▶ Your instructions:
Work out the count of lines in the material where the string "Cheval" shows up, and reply with it alone.

***** Information *****

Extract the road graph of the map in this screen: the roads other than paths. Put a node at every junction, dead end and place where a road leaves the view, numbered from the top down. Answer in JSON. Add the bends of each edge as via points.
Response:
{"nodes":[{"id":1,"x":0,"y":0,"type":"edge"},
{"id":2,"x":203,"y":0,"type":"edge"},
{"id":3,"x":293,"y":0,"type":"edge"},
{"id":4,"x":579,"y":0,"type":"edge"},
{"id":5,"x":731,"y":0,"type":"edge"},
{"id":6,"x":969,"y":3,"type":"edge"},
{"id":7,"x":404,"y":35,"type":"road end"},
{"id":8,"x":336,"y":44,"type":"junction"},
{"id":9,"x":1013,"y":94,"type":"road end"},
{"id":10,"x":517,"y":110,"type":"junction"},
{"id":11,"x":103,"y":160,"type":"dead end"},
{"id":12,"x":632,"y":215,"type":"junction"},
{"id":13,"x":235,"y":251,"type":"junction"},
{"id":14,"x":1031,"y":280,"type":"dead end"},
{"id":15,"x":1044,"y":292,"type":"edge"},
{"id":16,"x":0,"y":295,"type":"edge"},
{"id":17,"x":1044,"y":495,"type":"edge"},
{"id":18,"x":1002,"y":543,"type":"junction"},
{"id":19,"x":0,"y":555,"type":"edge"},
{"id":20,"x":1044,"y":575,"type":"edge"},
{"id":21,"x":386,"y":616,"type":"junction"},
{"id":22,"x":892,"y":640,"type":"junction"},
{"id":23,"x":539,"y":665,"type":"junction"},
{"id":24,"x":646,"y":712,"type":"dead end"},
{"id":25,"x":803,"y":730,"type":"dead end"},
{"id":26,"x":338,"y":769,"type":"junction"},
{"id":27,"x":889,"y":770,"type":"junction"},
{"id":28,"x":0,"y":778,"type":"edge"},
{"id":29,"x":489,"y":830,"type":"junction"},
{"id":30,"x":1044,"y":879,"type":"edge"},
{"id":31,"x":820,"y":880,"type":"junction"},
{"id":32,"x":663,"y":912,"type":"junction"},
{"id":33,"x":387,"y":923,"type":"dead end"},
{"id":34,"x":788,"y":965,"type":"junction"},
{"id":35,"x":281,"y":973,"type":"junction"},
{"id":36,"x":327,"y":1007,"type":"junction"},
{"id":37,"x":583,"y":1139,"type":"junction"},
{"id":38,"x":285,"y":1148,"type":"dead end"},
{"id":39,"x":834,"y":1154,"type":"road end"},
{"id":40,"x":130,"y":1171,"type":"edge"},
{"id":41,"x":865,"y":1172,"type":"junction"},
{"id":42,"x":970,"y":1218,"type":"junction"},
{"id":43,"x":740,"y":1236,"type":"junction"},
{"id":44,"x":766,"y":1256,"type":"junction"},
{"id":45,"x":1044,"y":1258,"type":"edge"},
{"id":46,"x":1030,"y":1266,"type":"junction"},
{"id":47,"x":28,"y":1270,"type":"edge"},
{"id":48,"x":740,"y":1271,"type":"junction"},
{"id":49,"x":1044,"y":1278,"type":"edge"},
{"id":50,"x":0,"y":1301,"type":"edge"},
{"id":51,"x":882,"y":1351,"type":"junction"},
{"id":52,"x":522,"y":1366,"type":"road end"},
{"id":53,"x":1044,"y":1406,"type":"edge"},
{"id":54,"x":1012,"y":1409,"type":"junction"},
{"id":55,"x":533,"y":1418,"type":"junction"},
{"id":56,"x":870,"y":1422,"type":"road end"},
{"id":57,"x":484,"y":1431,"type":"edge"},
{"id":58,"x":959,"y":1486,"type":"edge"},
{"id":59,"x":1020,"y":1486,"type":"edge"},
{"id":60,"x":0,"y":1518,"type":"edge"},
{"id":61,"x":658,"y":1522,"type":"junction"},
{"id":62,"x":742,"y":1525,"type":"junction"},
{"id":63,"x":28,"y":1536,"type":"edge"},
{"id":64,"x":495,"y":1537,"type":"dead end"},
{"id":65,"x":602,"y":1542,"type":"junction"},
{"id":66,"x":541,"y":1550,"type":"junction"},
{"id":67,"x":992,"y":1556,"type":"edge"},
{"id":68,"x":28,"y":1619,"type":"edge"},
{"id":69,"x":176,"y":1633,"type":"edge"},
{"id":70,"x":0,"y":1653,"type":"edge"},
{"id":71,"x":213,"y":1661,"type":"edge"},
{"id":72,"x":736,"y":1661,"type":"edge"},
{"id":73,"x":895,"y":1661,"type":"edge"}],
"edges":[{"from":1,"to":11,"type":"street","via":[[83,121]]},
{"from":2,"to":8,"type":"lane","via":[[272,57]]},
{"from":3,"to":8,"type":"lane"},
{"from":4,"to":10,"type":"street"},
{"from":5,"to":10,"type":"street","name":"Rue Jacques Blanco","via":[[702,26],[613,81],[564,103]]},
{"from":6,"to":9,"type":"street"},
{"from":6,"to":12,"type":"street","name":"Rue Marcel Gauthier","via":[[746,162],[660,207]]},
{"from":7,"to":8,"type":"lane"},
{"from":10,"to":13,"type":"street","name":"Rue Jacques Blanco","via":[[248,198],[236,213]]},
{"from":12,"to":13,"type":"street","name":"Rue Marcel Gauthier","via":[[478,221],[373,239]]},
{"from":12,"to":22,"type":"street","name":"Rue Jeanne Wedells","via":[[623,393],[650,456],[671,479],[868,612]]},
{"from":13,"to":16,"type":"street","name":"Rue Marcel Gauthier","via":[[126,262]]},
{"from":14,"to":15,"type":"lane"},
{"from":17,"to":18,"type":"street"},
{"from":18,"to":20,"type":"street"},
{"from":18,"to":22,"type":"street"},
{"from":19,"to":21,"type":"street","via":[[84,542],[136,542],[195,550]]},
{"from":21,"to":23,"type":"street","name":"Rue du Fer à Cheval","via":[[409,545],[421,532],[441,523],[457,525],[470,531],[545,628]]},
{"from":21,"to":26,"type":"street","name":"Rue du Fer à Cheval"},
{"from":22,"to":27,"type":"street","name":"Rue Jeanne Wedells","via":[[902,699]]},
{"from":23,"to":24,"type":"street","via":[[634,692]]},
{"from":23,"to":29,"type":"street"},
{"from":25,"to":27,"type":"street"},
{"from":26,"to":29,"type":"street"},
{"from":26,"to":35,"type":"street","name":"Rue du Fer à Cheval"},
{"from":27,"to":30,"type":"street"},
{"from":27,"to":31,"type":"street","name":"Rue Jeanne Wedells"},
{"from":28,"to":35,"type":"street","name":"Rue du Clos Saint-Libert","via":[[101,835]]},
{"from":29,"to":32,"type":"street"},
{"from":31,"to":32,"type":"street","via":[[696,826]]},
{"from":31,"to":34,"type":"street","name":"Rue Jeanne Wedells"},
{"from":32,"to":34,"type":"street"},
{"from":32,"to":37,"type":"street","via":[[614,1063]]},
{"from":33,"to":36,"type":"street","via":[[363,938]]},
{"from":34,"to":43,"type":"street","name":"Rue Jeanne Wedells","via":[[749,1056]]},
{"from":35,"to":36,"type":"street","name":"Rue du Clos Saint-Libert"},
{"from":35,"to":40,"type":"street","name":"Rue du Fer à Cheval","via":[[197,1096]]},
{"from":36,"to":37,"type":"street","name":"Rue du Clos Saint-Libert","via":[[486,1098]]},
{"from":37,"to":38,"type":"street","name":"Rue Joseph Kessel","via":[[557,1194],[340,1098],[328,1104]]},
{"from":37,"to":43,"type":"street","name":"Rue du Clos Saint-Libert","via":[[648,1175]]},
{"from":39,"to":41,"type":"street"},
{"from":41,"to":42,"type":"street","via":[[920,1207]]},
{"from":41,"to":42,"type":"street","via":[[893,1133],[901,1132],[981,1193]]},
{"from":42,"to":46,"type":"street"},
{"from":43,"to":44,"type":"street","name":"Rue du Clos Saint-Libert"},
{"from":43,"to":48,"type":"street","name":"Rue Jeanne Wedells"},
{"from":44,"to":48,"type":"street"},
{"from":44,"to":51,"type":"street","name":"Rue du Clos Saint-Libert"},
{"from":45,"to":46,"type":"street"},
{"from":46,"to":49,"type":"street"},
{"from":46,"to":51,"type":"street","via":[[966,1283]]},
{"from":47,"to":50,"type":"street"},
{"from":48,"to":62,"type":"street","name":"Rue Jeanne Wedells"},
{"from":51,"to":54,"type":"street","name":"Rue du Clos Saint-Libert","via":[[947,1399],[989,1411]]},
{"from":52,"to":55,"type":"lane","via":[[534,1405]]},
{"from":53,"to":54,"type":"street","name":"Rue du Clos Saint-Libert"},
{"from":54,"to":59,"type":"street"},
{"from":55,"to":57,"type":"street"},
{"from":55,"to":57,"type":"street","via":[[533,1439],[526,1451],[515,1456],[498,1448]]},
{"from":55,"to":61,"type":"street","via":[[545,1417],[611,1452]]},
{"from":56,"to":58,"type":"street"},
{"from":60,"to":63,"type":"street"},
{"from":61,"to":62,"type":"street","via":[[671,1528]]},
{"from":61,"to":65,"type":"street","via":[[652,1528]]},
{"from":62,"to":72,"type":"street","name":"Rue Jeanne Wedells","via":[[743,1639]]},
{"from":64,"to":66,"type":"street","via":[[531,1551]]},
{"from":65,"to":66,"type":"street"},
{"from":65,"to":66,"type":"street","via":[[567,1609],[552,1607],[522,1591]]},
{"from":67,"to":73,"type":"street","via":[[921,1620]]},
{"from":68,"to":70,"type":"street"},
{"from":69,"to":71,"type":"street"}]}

*****

▶ Answer to this task:
4